Phub Dem

Since the advent of the coronavirus pandemic, many government agencies have launched e-delivery services, adding to Bhutan’s cyber security scenario. Despite increased engagement in the development of information and communication technology (ICT), studies indicate that many government leaders come from non-technical backgrounds, which hampers awareness of cybersecurity.

Recognizing the importance of raising awareness of cybersecurity threats and challenges at the executive level, the Department of Information and Telecommunications Technology (DITT) conducted a cybersecurity leadership program targeting senior executives and officials which began Jan. 6.

As more agencies engage in digital transformation activities, Dechen Chhoden, Team Leader of the Bhutan Computer Incident Response Team (BtCIRT), said it was important for agencies to identify critical computing and information assets through risk management processes and adopting controls to ensure the security of systems and information.

Although most attendees are non-technical and lack basic cybersecurity knowledge, the department expects attendees to better understand their role and be better prepared to manage cyber risks in their organizations.

She said senior management engagement is essential in the governance, risk and compliance aspects of cybersecurity, adding that they must be aware of the cybersecurity threat landscape and be aware of the risks of cyberattacks and the emerging local and global trends.

The training was designed to introduce senior officials to the various aspects of cybersecurity, its trends and risks, the implications of cyberattacks and data breaches, and security management in a public body.

Is Bhutan sufficiently prepared to respond and manage a large-scale cyberattack?

Considering the new trends of cyberattacks across the world and the complexity of such attacks, Dechen Chhoden said Bhutan is not ready to respond and handle a large-scale cyberattack. “Cybersecurity is not just about technology, it includes people and processes, and that is by far the biggest concern.”

She added that Bhutan needs to sensitize all individuals in the country on cyber hygiene, increase cyber security human resources, develop and enforce policies and have a system to respond to various cyber incidents.

DITT is proposing a Security Operations Center (SOC) project to equip the country with trained cybersecurity operators and incident responders. It will also identify and designate Critical Information Infrastructures (CIIs). Critical infrastructure is considered to be the most crucial infrastructure which, if attacked, will hamper the country’s economy, disrupt day-to-day operations and, in the worst case scenario, could result in loss of life.

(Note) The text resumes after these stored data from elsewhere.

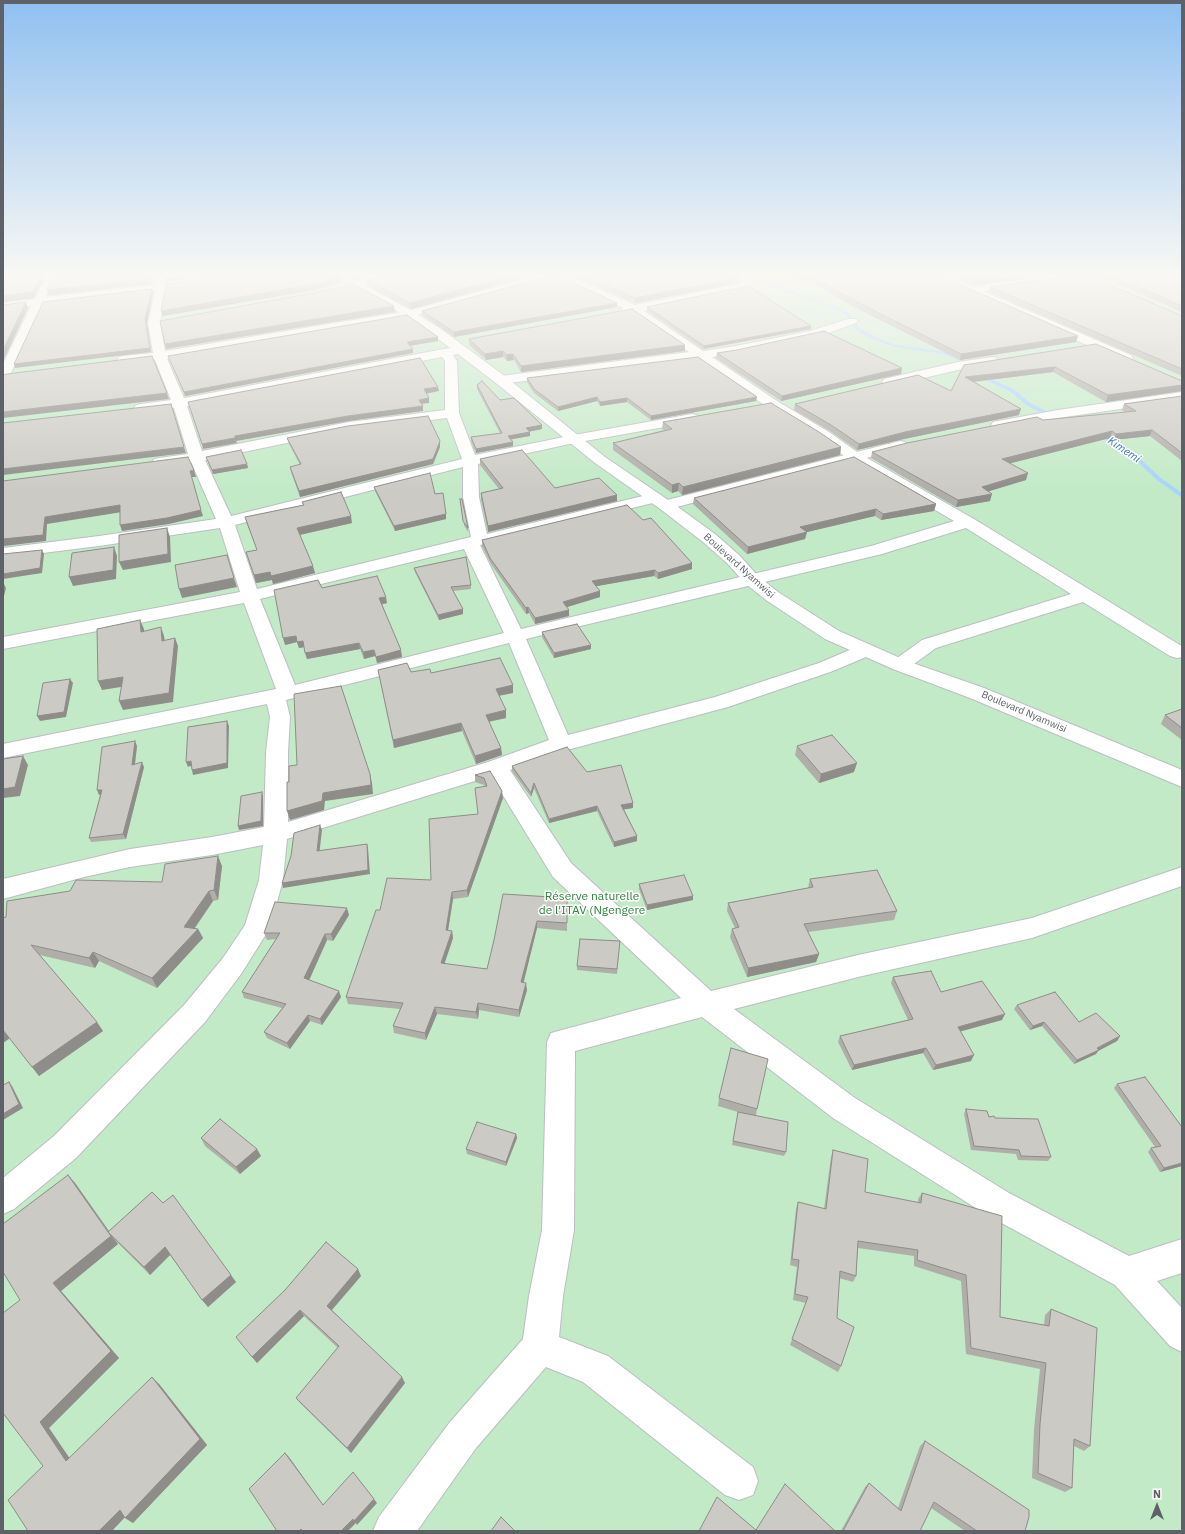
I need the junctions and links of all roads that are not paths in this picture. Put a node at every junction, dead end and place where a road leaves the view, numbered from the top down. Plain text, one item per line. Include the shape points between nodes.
1 (17, 348) edge
2 (160, 348) edge
3 (210, 348) edge
4 (448, 348) edge
5 (455, 348) edge
6 (458, 348) edge
7 (690, 348) edge
8 (748, 348) edge
9 (1104, 348) edge
10 (701, 355) junction
11 (160, 356) junction
12 (1004, 359) edge
13 (113, 362) edge
14 (1139, 364) edge
15 (20, 373) edge
16 (3, 376) edge
17 (501, 380) junction
18 (875, 385) edge
19 (1182, 396) edge
20 (179, 403) junction
21 (793, 404) edge
22 (775, 406) junction
23 (757, 407) edge
24 (126, 409) edge
25 (452, 413) junction
26 (703, 416) edge
27 (982, 428) edge
28 (574, 439) junction
29 (912, 443) edge
30 (855, 457) junction
31 (196, 458) junction
32 (470, 461) junction
33 (142, 464) edge
34 (660, 501) junction
35 (226, 522) junction
36 (968, 522) junction
37 (475, 541) junction
38 (3, 553) edge
39 (752, 580) junction
40 (1086, 595) junction
41 (250, 596) junction
42 (515, 636) junction
43 (3, 643) edge
44 (866, 650) junction
45 (1182, 651) edge
46 (900, 665) junction
47 (281, 694) junction
48 (561, 744) junction
49 (3, 751) edge
50 (496, 767) junction
51 (1182, 779) edge
52 (276, 834) junction
53 (1182, 876) edge
54 (3, 889) edge
55 (706, 1004) junction
56 (3, 1198) edge
57 (1182, 1256) edge
58 (1127, 1273) junction
59 (1182, 1334) edge
60 (540, 1347) junction
61 (739, 1480) dead end
62 (393, 1531) edge

1 - 16 street
2 - 11 street
3 - 11 street
4 - 20 street
5 - 25 street via 451,361
6 - 17 street, Boulevard Nyamwisi
7 - 10 street
8 - 10 street
9 - 14 street
10 - 17 street
10 - 22 street
11 - 13 street
11 - 20 street
12 - 18 street via 958,366
15 - 16 street
17 - 28 street, Boulevard Nyamwisi
19 - 27 street
20 - 24 street
20 - 31 street
21 - 22 street
22 - 23 street
22 - 30 street
25 - 31 street via 349,426
25 - 32 street
26 - 28 street
28 - 32 street
28 - 34 street, Boulevard Nyamwisi
29 - 30 street
30 - 34 street
30 - 36 street
31 - 33 street
31 - 35 street
32 - 35 street
32 - 37 street
34 - 37 street
34 - 39 street, Boulevard Nyamwisi via 709,538
35 - 38 street
35 - 41 street
36 - 39 street via 876,550
36 - 40 street
37 - 41 street
37 - 42 street
39 - 42 street
39 - 44 street, Boulevard Nyamwisi via 832,635
40 - 45 street via 1177,652
40 - 46 street via 929,644
41 - 43 street
41 - 47 street
42 - 47 street
42 - 48 street
44 - 46 street, Boulevard Nyamwisi
44 - 48 street via 826,667 721,702
46 - 51 street, Boulevard Nyamwisi via 977,693
47 - 49 street
47 - 52 street
48 - 50 street
50 - 52 street
50 - 55 street via 562,870
52 - 54 street via 130,858
52 - 56 street via 272,880 257,928 232,966 194,1013 65,1147
53 - 55 street via 1032,928 858,966
55 - 58 street via 844,1108 998,1204
55 - 60 street via 561,1042 558,1230
57 - 58 street
58 - 59 street
60 - 61 street via 595,1368
60 - 62 street via 463,1435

The BtCIRT, as the central coordinating agency, encourages organizations and even citizens to report any cybersecurity incidents so that incidents can be addressed and contained as soon as possible to avoid the risk of spreading to other devices in the country.

Dechen Chodden said the team is working with organizations for government systems to ensure the systems are free of vulnerabilities that could be exploited before reaching the government data center. “BtCRIT promoted cybersecurity awareness programs as part of the digital literacy program, providing relevant security training to ICT professionals.”

BtCRIT has handled 870 incidents since 2016. The most common cyber threat is system vulnerabilities, which are flaws in a system that leave it open to attack. The risk includes systems that are not updated or patched, weak passwords, virus-infected software. Scams and phishing are also common threats. Phishing, she said, involves calling, texting, emailing or using social media to trick you into clicking on malicious links, downloading malware or sharing sensitive information.

Dechen Chodden said the threat has evolved from scammers targeting email users and via posts on social media platforms to calling users saying they’ve won the lottery, having them send the lottery amount and forcing people to give out personal information.

According to a DITT press release, the degree of financial loss and reputational damage from a significant cyberattack could be severe and lead to loss of confidence in digital government, an even greater risk to the country.

The program consists of five 2-hour sessions spread over several weeks and attended by 30 senior officials. The program is supported by the Temasek Foundation and organized and implemented by Nanyang Polytechnic International, Singapore.

In addition to providing leaders with knowledge on global trends in cybersecurity threats and challenges, the program includes presenting Singapore’s cybersecurity strategy and sharing their experiences and ideas, issues and best practices.